🤖 AI Summary
In high-stakes tabular data applications, relying solely on predictive performance is insufficient to comprehensively assess the trustworthiness of AI models, and existing evaluation approaches often treat key responsibility dimensions—such as interpretability, fairness, robustness, privacy, and sustainability—in isolation. This work proposes MIRAI, a unified evaluation framework that, for the first time, integrates these five responsibility dimensions into a standardized and comparable composite scoring system. By employing indicator fusion, directional alignment, and normalization techniques, MIRAI generates a single responsibility index under controlled conditions, enabling direct comparison across diverse model architectures and computational budgets. Empirical results demonstrate that certain simpler models achieve better multidimensional responsibility trade-offs than complex deep learning counterparts, and that predictive accuracy does not necessarily correlate with overall responsibility performance—providing empirical guidance for model selection under regulatory compliance requirements.
📝 Abstract
Artificial intelligence in high-stakes tabular domains cannot be evaluated by predictive performance alone, yet current practice still assesses explainability, fairness, robustness, privacy, and sustainability mostly in isolation.
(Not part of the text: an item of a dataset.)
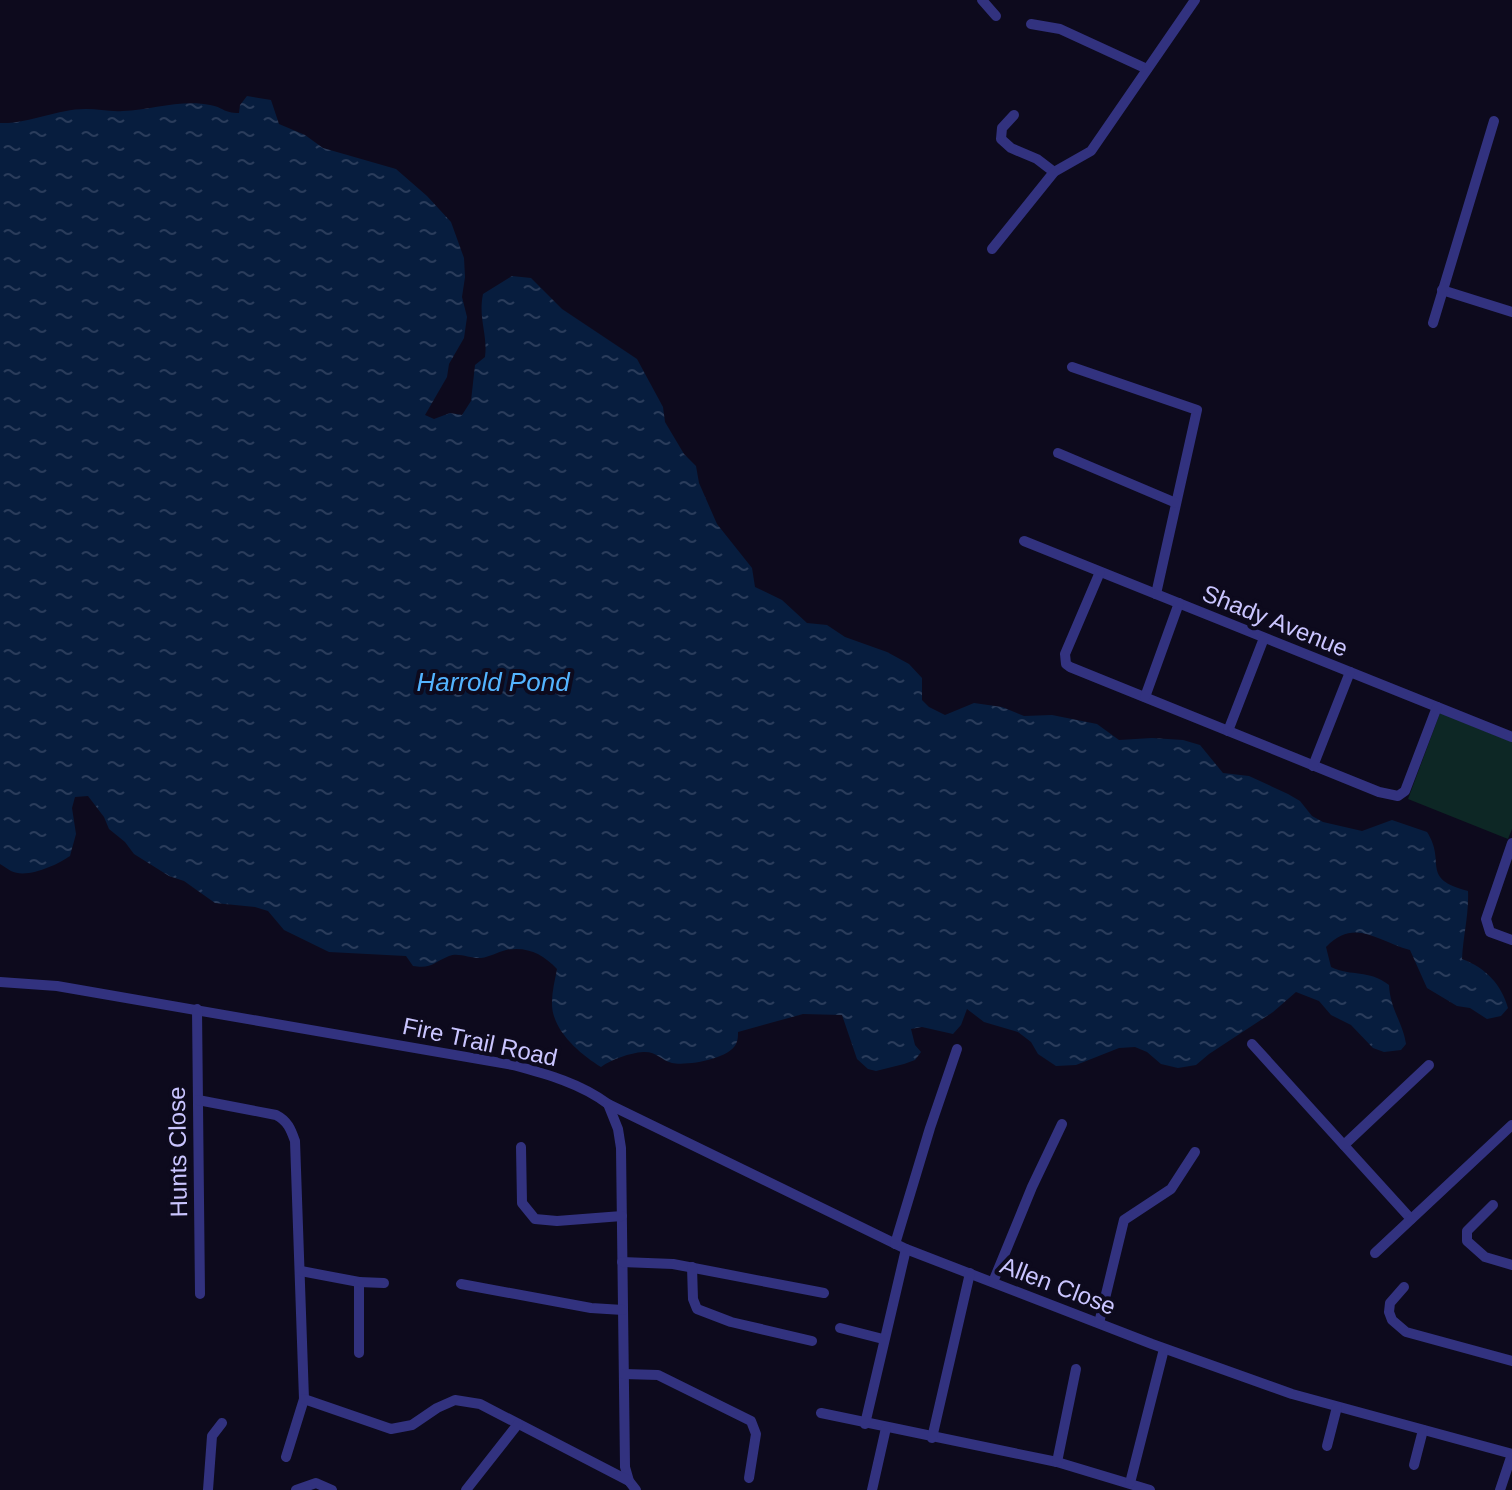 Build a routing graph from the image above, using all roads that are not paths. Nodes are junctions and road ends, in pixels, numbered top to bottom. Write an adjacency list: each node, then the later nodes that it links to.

We propose the Model Integrity and Responsibility Assessment Index (MIRAI), a unified evaluation framework that measures tabular models across these five dimensions under a controlled comparison setting and aggregates them into a single score. MIRAI combines established metrics through normalized and direction-aligned dimension scores, which enables direct comparison across models with different architectural and computational profiles. Experiments on healthcare, financial, and socioeconomic datasets show that higher predictive performance does not necessarily imply better overall integrity and responsibility. In several cases, simpler models achieve a stronger cross-dimensional balance than more complex deep tabular architectures. MIRAI provides a compact and practical basis for responsible model selection in regulated settings.